Les mains plongées dans le jus visqueux, l'amnésique sentait ressurgir en elle de vagues sensations, sortes de déjà-vécus. C'était une certitude, elle avait déjà entaillé le visage rugueux d'une courge pour lui élargir le sourire.

« Je vais te découper les yeux, face de citrouille ! ». Où avait-elle entendu ça ? Impossible de se souvenir.

Les fibres suintantes se collaient dessous ses ongles. Tout en enfonçant les doigts dans le crâne percé du potiron pour le vider de ce qui y restait de cervelle, contrainte de forcer le passage pour venir à bout de filaments récalcitrants, la jeune femme se mit sans le vouloir à admirer avec amour celle qui, aux fourneaux, pestait incontrôlablement contre son potages.

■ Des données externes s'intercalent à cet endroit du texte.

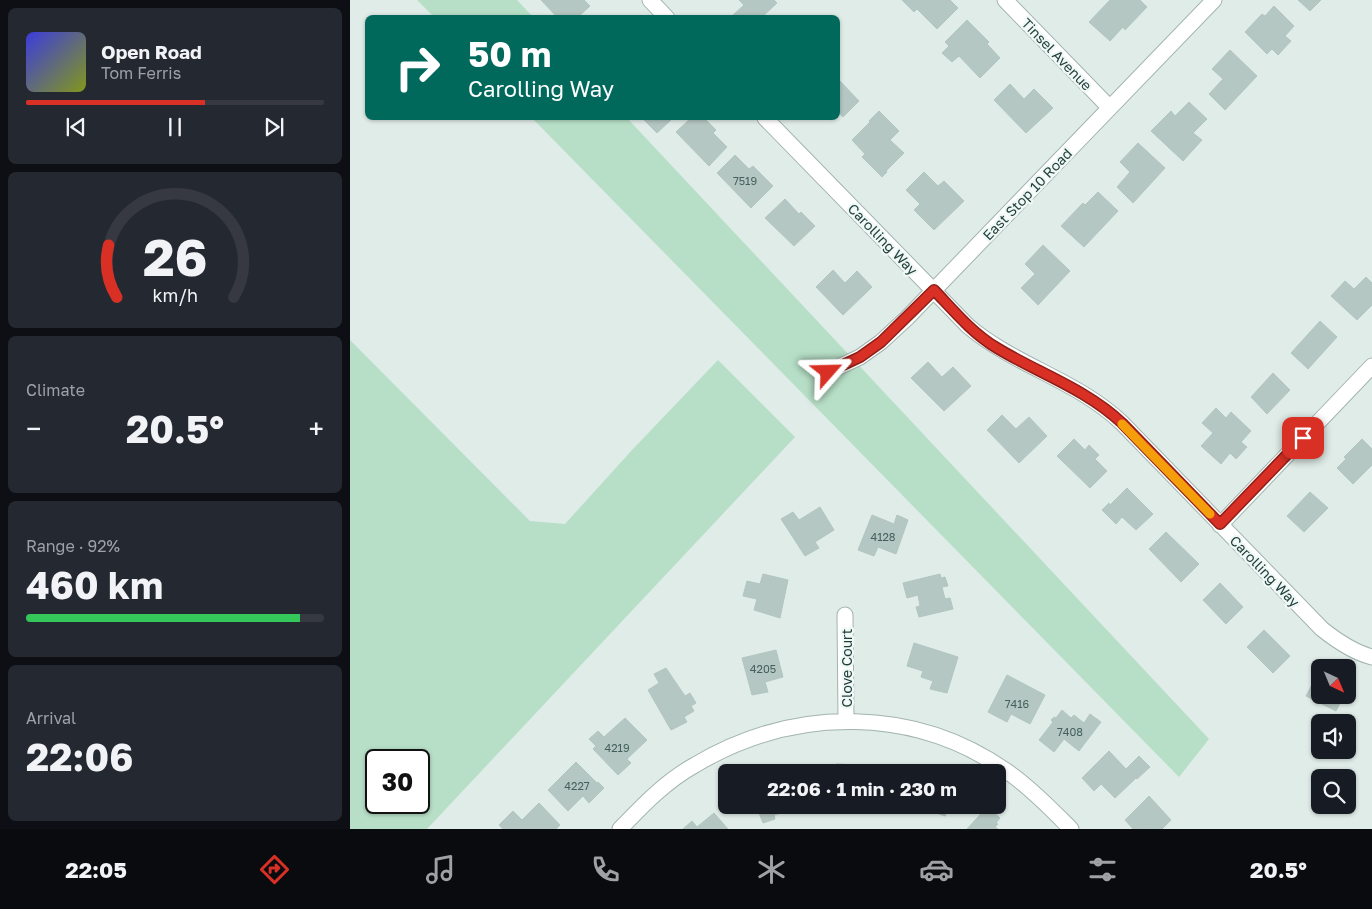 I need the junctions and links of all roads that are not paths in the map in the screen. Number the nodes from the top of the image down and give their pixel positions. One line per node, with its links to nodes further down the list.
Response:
1 (650, 0): 4 (street)
2 (1005, 0): 5 (street, Tinsel Avenue)
3 (1214, 0): 5 (street, East Stop 10 Road)
4 (665, 15)
5 (1110, 108): 7 (street, East Stop 10 Road)
6 (767, 120): 7 (street, Carolling Way)
7 (934, 290): 9 (street, East Stop 10 Road); 10 (street, Carolling Way)
8 (1372, 366): 10 (street)
9 (828, 372)
10 (1220, 524): 12 (street, Carolling Way)
11 (845, 615): 13 (street, Clove Court)
12 (1372, 657)
13 (846, 721): 14 (street); 15 (street)
14 (620, 829)
15 (1071, 829)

– Merde, encore des grumeaux...

– Tiens, en voilà d'autres !

Alors que son cousin versait dans la marmite un énième monticule de gravas citrouillesques, Cyrille, qui sentait peser sur elle un regard indiscret, se retourna pour rencontrer le sourire nigaud de sa bien-aimée, en train de palper lascivement un légume.

Parce qu'elle était arrivée à cours de lentilles de contact, Cassandre portait de nouveau ses lunettes. Cyrille aimait la façon dont les épaisses montures marron venaient souligner le bleu pâle de ses iris, comme les branches nues d'un arbre auraient voilé au loin l'étendue d'un lac givré.

– Bon, eh bien je vais chercher des bougies ! lança Paul.

Cyrille sortit de sa transe en sursaut, soucieuse que son cousin eût à tenir la chandelle. Elle agita les mains pour protester.

– Non, ce n'est pas... Nous ne sommes pas...

– Pour les citrouilles, l'interrompit Paul. Des bougies pour les citrouilles !

La jeune femme se figea et comprit, trop tard : le « nous » était lâché.